Stored items:
*-*-*

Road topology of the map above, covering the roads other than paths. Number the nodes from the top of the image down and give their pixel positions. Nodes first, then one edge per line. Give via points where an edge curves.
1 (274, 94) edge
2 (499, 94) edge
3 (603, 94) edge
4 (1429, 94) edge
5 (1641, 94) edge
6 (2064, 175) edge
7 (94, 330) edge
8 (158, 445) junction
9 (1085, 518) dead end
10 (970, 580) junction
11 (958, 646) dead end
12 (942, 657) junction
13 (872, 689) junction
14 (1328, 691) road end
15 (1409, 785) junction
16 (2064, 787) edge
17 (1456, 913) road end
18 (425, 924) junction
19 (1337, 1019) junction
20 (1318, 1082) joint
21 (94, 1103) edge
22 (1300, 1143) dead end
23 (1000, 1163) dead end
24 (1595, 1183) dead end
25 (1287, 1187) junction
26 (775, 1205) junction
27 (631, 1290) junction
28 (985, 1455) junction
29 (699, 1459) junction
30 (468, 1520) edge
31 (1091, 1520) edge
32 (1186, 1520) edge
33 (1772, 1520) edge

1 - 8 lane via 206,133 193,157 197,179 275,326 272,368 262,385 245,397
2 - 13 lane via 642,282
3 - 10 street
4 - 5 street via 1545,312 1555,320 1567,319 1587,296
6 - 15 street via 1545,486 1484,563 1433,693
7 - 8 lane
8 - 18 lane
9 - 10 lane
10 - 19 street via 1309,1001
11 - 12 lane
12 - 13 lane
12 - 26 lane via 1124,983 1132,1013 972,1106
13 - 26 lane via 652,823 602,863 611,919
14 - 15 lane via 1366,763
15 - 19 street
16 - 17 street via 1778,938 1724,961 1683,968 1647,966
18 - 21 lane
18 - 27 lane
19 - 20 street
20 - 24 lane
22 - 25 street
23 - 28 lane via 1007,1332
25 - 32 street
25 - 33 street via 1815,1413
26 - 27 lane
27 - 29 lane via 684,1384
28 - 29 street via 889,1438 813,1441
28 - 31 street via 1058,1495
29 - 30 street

*-*-*

▶ **Aim of the exercise**:
Write out every record verbatim.

▶ **Solution to the problem**:
Road topology of the map above, covering the roads other than paths. Number the nodes from the top of the image down and give their pixel positions. Nodes first, then one edge per line. Give via points where an edge curves.
1 (274, 94) edge
2 (499, 94) edge
3 (603, 94) edge
4 (1429, 94) edge
5 (1641, 94) edge
6 (2064, 175) edge
7 (94, 330) edge
8 (158, 445) junction
9 (1085, 518) dead end
10 (970, 580) junction
11 (958, 646) dead end
12 (942, 657) junction
13 (872, 689) junction
14 (1328, 691) road end
15 (1409, 785) junction
16 (2064, 787) edge
17 (1456, 913) road end
18 (425, 924) junction
19 (1337, 1019) junction
20 (1318, 1082) joint
21 (94, 1103) edge
22 (1300, 1143) dead end
23 (1000, 1163) dead end
24 (1595, 1183) dead end
25 (1287, 1187) junction
26 (775, 1205) junction
27 (631, 1290) junction
28 (985, 1455) junction
29 (699, 1459) junction
30 (468, 1520) edge
31 (1091, 1520) edge
32 (1186, 1520) edge
33 (1772, 1520) edge

1 - 8 lane via 206,133 193,157 197,179 275,326 272,368 262,385 245,397
2 - 13 lane via 642,282
3 - 10 street
4 - 5 street via 1545,312 1555,320 1567,319 1587,296
6 - 15 street via 1545,486 1484,563 1433,693
7 - 8 lane
8 - 18 lane
9 - 10 lane
10 - 19 street via 1309,1001
11 - 12 lane
12 - 13 lane
12 - 26 lane via 1124,983 1132,1013 972,1106
13 - 26 lane via 652,823 602,863 611,919
14 - 15 lane via 1366,763
15 - 19 street
16 - 17 street via 1778,938 1724,961 1683,968 1647,966
18 - 21 lane
18 - 27 lane
19 - 20 street
20 - 24 lane
22 - 25 street
23 - 28 lane via 1007,1332
25 - 32 street
25 - 33 street via 1815,1413
26 - 27 lane
27 - 29 lane via 684,1384
28 - 29 street via 889,1438 813,1441
28 - 31 street via 1058,1495
29 - 30 street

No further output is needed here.